Published: 29 October 2012


Café au lait spots (CALS) are common dermatologic findings that can at the same time arise in a variety of pathologic conditions such as Neurofibromatosis type 1 (NF1), together with numerous hereditary syndromes for which they represent either diagnostic criteria or associated elements (McCune Albright, Silver-Russell, LEOPARD, Ataxia-Telangiectasia). A review of the literature also revealed two cases of association with NBCCS. We report here the case of a female proband with CALS associated to Nevoid Basal Cell Carcinoma Syndrome (NBCCS) with known PTCH1 germline mutation (C.1348-2A>G) who had been misdiagnosed with NF1 in her childhood because of 5 CALS and cutaneous nodules. The patient presented a giant cell tumor of the skin, palmar and calcaneal epidermoidal cystic nodules, odontogenic keratocystic tumors and deformity of the jaw profile. Her family history brought both her brother and father to our attention because of the presence of KCOTs diagnosed at early age: after genetic testing, the same PTCH1 germline mutation was identified in the three family members.
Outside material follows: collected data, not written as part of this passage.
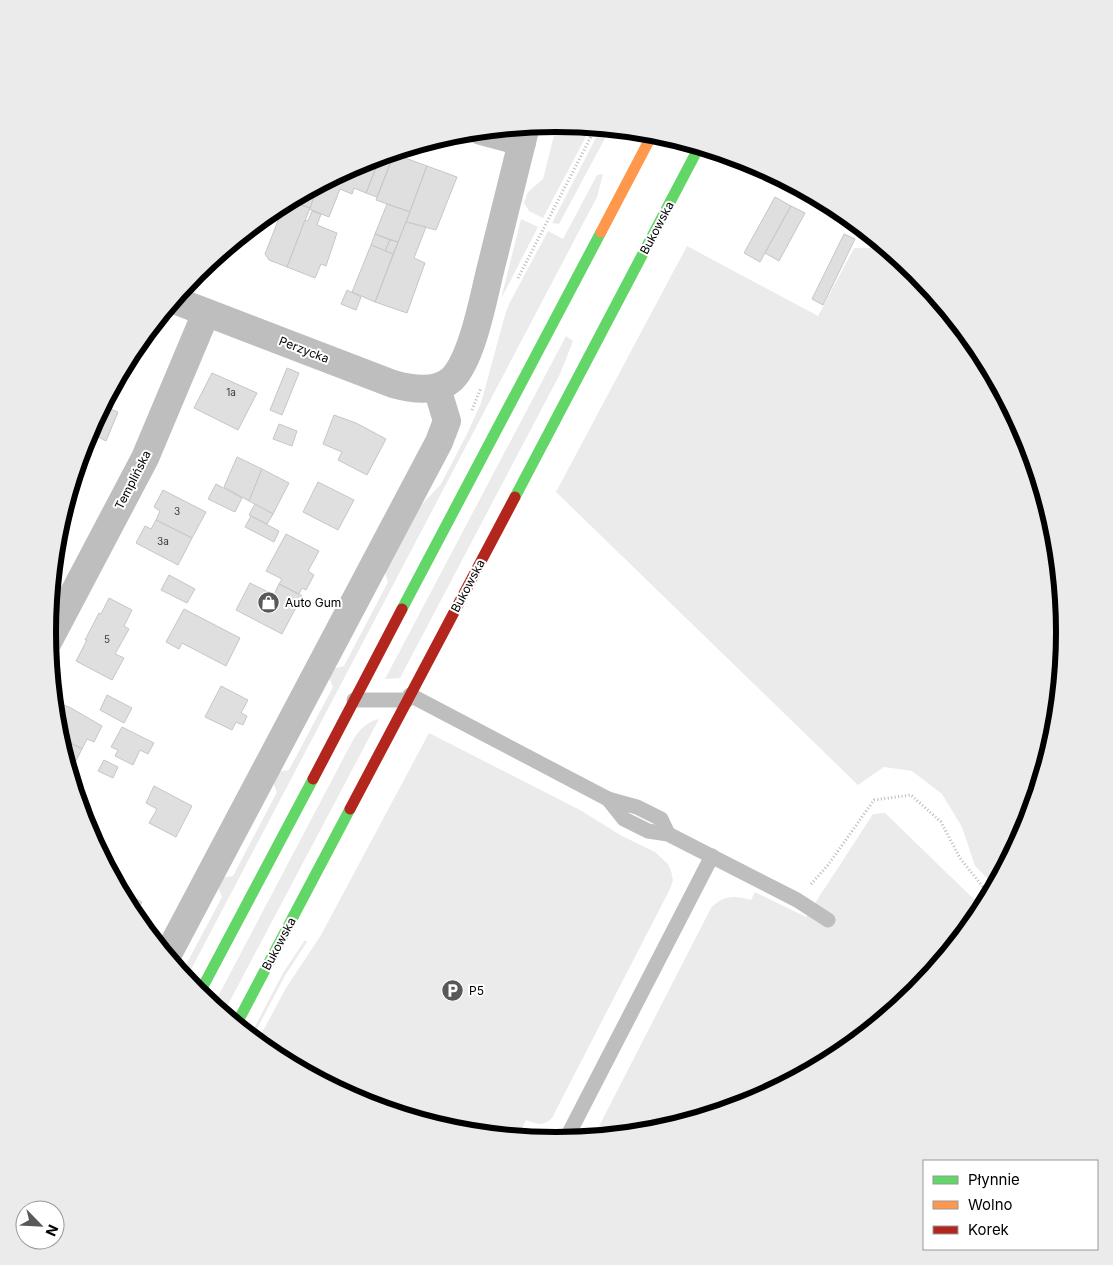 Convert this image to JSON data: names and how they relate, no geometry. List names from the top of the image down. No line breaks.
{"streets":{"main road":["Bukowska"],"street":["Perzycka","Templińska"]},"crossings":[["Perzycka","Templińska"]],"places":{"shop":["Auto Gum"],"parking":["P5"]},"house_numbers":["1a","3","3a","5"],"legend":["Płynnie","Wolno","Korek"],"north":"bottom right"} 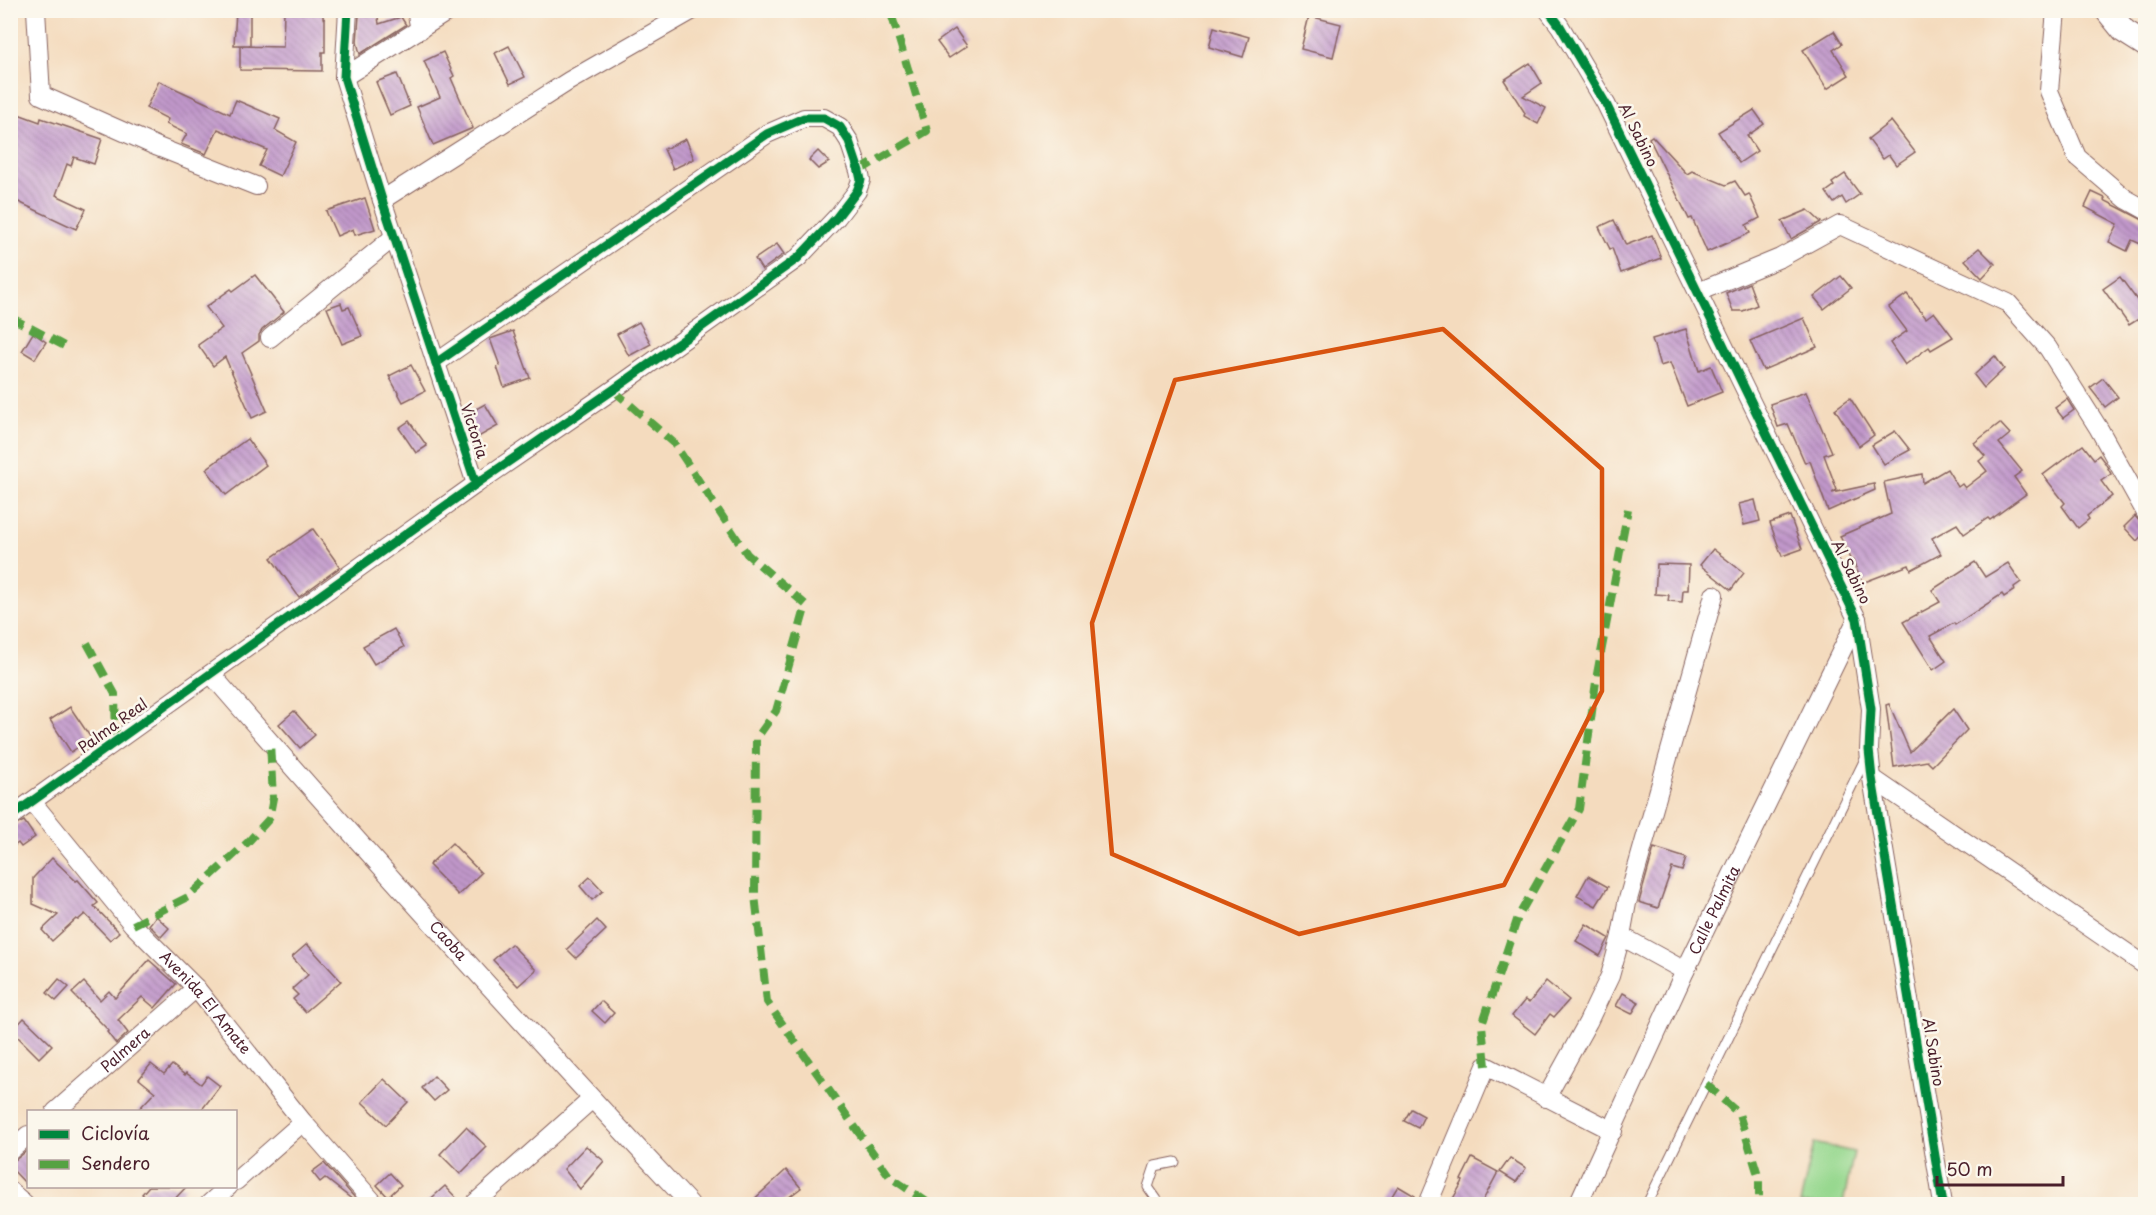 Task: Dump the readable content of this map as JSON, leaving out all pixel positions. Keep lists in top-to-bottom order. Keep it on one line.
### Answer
{"streets":{"street":["Al Sabino","Victoria","Palma Real","Calle Palmita","Caoba","Avenida El Amate","Palmera"]},"crossings":[["Al Sabino","Calle Palmita"],["Palma Real","Caoba"],["Palma Real","Avenida El Amate"],["Avenida El Amate","Palmera"]],"legend":["Ciclovía","Sendero"],"scale_bar":"50 m"} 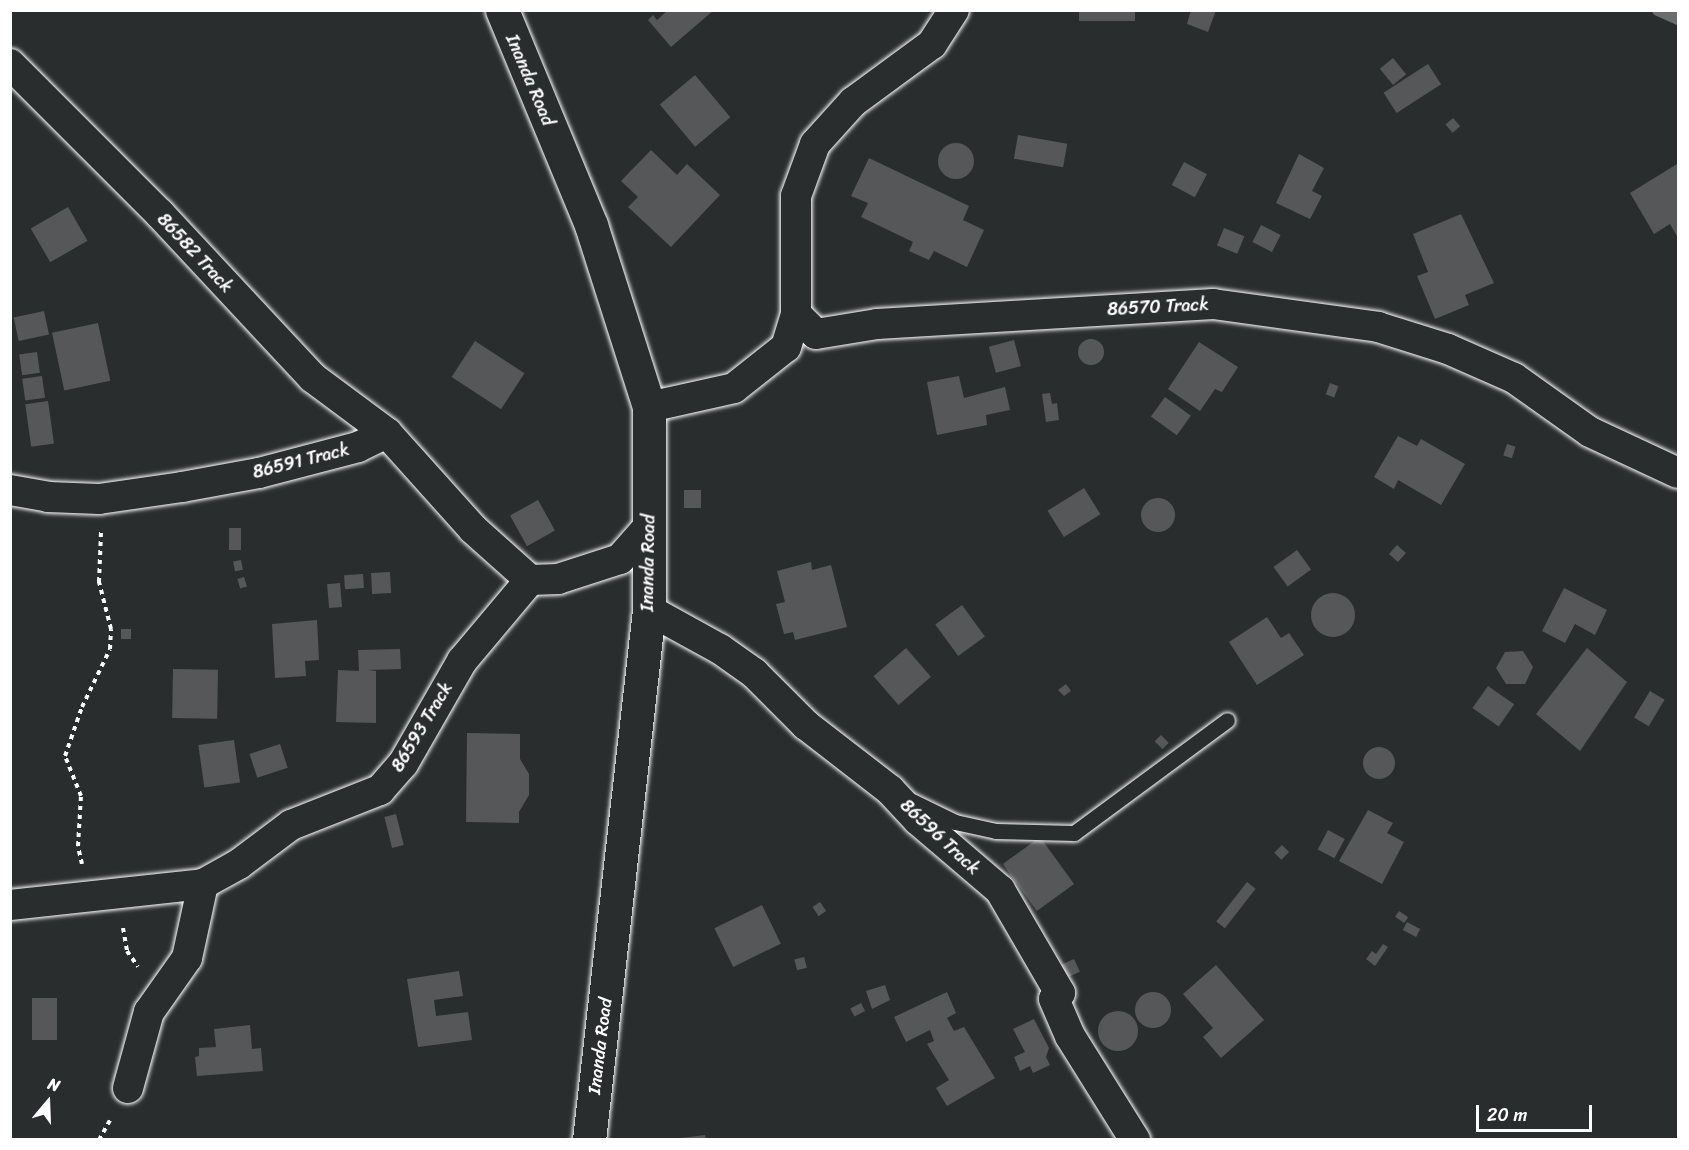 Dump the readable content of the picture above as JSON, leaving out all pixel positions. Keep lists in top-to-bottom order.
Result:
{
  "streets": {
    "street": [
      "Inanda Road",
      "86582 Track",
      "86570 Track",
      "86591 Track",
      "86593 Track",
      "86596 Track"
    ]
  },
  "crossings": [
    ["Inanda Road", "86596 Track"],
    ["86582 Track", "86591 Track"]
  ],
  "scale_bar": "20 m",
  "north": "top"
} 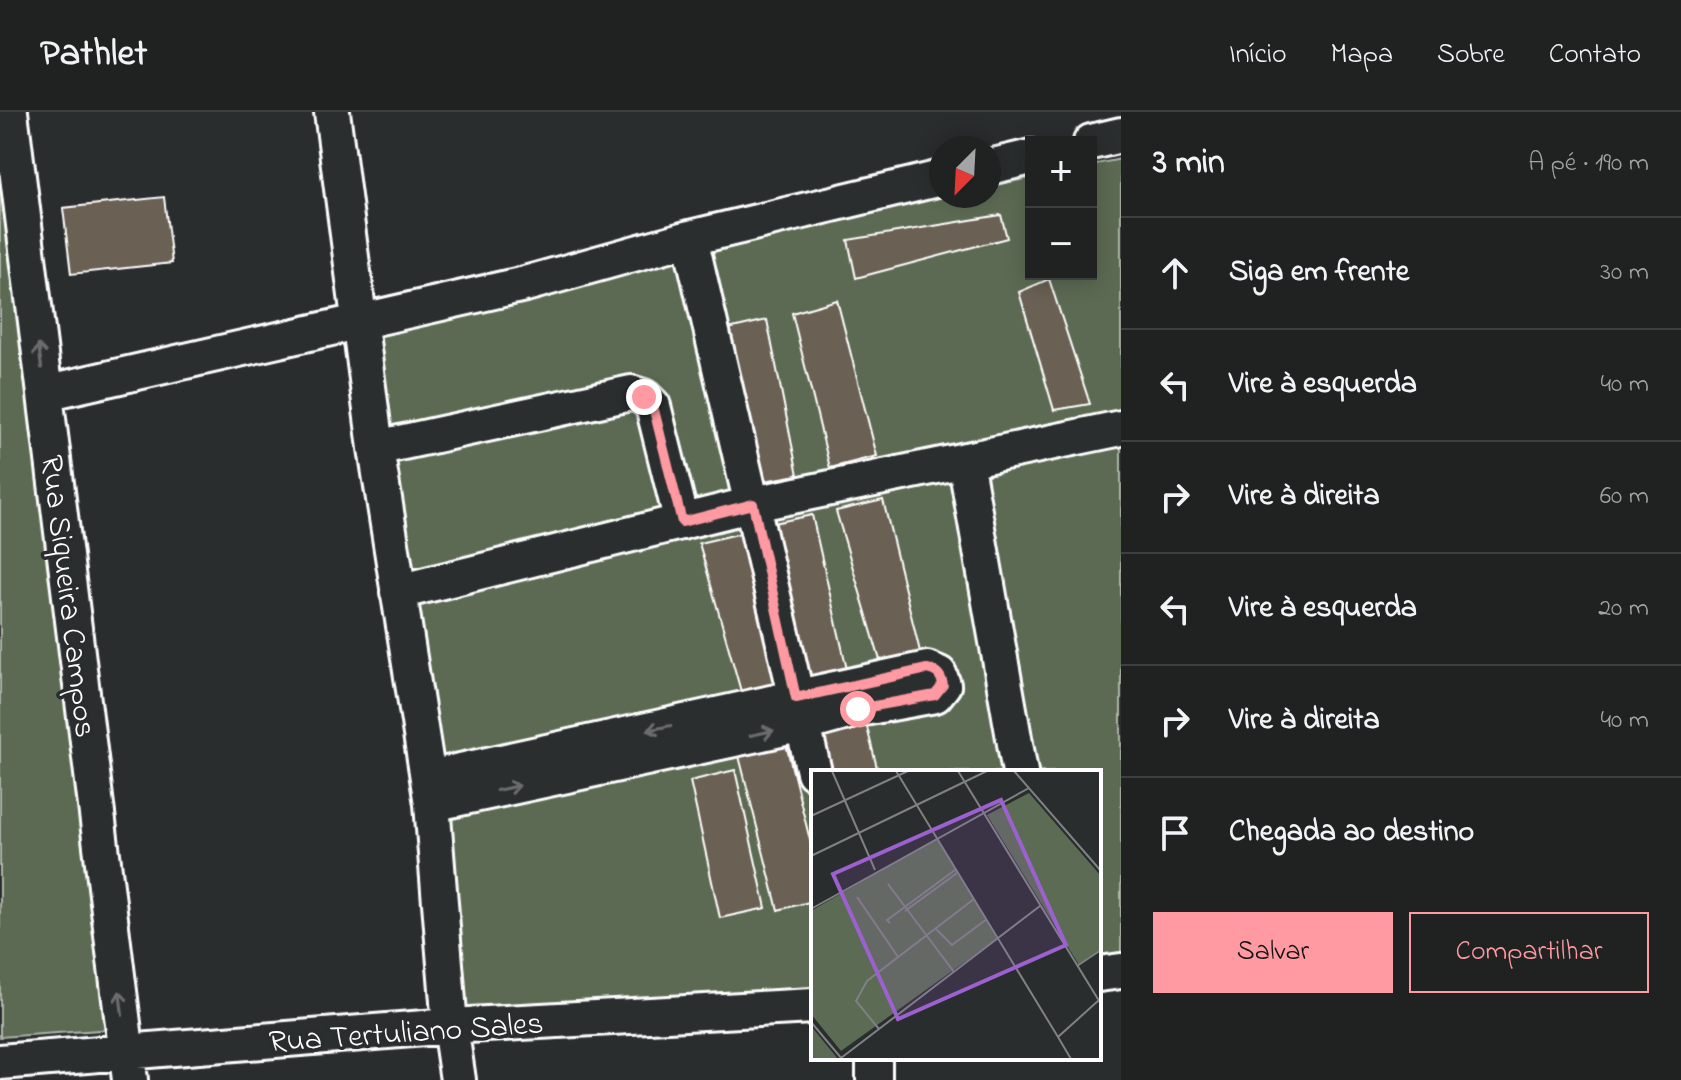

Clinical criteria are used for discerning NF1 diagnosis (size, number and onset age), while there are no definite guidelines concerning CALS except for their presence. In our experience, we have noted an association of CALS with NBCCS; this seems interesting because we already know clinical criteria are a dynamic entity and can be modified by epidemiologic evidences.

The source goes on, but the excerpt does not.